Secondo quanto scritto nella prefazione di Nerio Nesi al libro ‘Innovare,
competere e produrre’, edito dalla Nomisma, la società di studi fondata nel
1981 dalla Bnl, allora, a spingere per mettere alla presidenza dell’istituto
l’attuale presidente del Consiglio, Romano Prodi, fu proprio l’allora
direttore generale della banca, Francesco Bignardi, sostenuto anche
dall’allora governatore di Bankitalia, Carlo Azelio Ciampi. Già allora,
evidentemente, gli istituti di credito potevano contare sul fatto che il
Professore bolognese avesse un punto di vista non lontano da quello del
mondo bancario.
“Stiamo lanciando adesso una campagna contro il contante, che ha un costo
effettivo enorme per il sistema”, ha dichiarato il direttore generale dell’Abi
nel corso di un seminario a Gubbio, quantificando intorno ai 10 miliardi di
euro il costo complessivo per le banche legato “alla logistica del
contante”.
Secondo i dati dell’Abi in Italia il 90% dei pagamenti avviene in contanti
mentre nella maggior parte degli altri Paesi questa percentuale è
decisamente inferiore, come in Francia dove la quota si aggira intorno al
59%. Un ‘gap’ che le banche intendono a tutti i costi colmare, muovendosi su
diversi fronti con lo scopo di portare ad un “radicale cambiamento
culturale” che implichi il ricorso all’utilizzo delle carte di pagamento
anche per piccoli importi. “Non si capisce perché non si ritenga economico
pagare con la carta somme inferiori ai 50 euro”, ha dichiarato Zadra,
sottolineando che, una volta pagato il contributo annuale, il ricorso a
questo strumento è, a suo giudizio, “gratuito e sicuro”. Nel 99% dei casi,
ha aggiunto poi il direttore centrale Domenico Santececca, in caso di frode
l’uso di questi strumenti garantisce anche la restituzione delle somme.

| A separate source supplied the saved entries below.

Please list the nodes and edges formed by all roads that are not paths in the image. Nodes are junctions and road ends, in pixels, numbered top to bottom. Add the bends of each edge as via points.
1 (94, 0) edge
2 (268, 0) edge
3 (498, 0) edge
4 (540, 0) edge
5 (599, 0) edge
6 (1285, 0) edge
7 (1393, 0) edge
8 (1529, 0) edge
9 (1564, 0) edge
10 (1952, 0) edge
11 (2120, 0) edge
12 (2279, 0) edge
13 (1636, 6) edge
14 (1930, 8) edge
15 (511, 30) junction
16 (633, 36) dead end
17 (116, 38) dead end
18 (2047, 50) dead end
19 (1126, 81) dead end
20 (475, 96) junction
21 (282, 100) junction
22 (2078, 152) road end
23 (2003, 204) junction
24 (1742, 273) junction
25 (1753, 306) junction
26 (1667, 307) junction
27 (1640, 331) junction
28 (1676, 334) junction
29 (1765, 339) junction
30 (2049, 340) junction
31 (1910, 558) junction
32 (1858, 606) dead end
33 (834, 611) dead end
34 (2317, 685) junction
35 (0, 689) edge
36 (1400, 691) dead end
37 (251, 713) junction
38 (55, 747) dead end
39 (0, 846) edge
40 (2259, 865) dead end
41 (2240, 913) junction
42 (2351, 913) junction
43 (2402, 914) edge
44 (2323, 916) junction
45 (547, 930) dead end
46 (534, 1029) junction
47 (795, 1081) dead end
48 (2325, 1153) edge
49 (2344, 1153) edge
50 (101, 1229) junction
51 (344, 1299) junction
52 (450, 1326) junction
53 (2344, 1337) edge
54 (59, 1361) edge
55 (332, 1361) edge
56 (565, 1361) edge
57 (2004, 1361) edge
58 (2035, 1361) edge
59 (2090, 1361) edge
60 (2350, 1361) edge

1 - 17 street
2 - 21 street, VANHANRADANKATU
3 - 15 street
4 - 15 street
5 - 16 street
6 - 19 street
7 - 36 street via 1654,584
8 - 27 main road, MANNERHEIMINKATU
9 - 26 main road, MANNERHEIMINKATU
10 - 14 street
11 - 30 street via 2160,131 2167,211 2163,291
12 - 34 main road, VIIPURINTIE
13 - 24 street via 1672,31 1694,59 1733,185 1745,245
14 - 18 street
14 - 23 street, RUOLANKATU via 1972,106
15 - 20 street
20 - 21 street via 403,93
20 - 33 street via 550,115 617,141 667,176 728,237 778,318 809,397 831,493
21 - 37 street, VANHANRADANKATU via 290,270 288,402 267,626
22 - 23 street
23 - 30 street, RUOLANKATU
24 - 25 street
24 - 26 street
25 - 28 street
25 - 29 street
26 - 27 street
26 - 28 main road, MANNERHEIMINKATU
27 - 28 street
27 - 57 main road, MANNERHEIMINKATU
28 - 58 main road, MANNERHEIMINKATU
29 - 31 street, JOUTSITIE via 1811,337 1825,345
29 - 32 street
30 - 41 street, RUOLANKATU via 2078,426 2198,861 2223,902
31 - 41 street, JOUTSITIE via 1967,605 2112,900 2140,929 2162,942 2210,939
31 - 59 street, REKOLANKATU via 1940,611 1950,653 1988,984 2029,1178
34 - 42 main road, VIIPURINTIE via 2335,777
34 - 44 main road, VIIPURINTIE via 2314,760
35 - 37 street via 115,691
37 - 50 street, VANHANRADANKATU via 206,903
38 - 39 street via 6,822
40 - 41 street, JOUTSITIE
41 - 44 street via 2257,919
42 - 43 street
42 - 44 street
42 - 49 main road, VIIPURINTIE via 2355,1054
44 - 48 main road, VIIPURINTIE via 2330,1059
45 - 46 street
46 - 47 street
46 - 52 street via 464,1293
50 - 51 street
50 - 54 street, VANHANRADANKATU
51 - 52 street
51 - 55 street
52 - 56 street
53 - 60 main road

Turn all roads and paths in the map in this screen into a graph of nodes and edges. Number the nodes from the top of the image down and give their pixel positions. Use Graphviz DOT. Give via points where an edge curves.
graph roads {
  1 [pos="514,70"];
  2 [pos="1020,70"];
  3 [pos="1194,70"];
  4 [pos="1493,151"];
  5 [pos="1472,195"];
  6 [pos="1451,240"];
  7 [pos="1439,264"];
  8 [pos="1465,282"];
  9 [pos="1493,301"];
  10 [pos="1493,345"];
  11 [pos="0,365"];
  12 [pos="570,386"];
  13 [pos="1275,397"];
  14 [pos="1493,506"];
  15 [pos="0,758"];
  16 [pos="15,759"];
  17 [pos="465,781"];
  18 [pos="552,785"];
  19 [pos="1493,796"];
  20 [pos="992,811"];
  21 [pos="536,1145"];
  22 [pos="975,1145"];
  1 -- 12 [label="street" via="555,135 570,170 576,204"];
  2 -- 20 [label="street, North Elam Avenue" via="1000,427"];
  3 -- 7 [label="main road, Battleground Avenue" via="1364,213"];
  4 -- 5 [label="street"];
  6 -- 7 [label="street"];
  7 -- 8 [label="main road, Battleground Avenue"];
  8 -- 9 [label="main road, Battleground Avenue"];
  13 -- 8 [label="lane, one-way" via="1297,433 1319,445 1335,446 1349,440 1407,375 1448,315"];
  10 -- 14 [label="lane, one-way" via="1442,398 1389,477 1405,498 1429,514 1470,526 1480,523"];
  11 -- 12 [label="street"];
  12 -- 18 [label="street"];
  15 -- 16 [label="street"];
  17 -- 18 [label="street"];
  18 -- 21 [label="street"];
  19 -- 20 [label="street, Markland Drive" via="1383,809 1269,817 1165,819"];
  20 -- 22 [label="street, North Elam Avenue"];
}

Per invogliare gli utenti, l’Abi vorrebbe attuare dei meccanismi di
incentivazione, come la raccolta di punti-premio per i clienti privati che
spendono meno di 50 euro, contando sul fatto che, secondo una ricerca
condotta da Eurisko per Cogeban, già sette italiani su dieci possiedono una
carta bancomat e quattro su dieci una carta di credito. L’utilizzo di questi
strumenti, per prelevare dagli sportelli o per pagare acquisti con il
sistema Pagobancomat, è già in crescita anche se, rispetto ai desideri del
mondo bancario, è ancora inferiore alle possibilità offerte. Stando ai
risultati della ricerca, insomma, esistono 27 milioni di carte circolanti,
per un totale di 620 milioni di pagamenti e 610 milioni di prelievi l’anno.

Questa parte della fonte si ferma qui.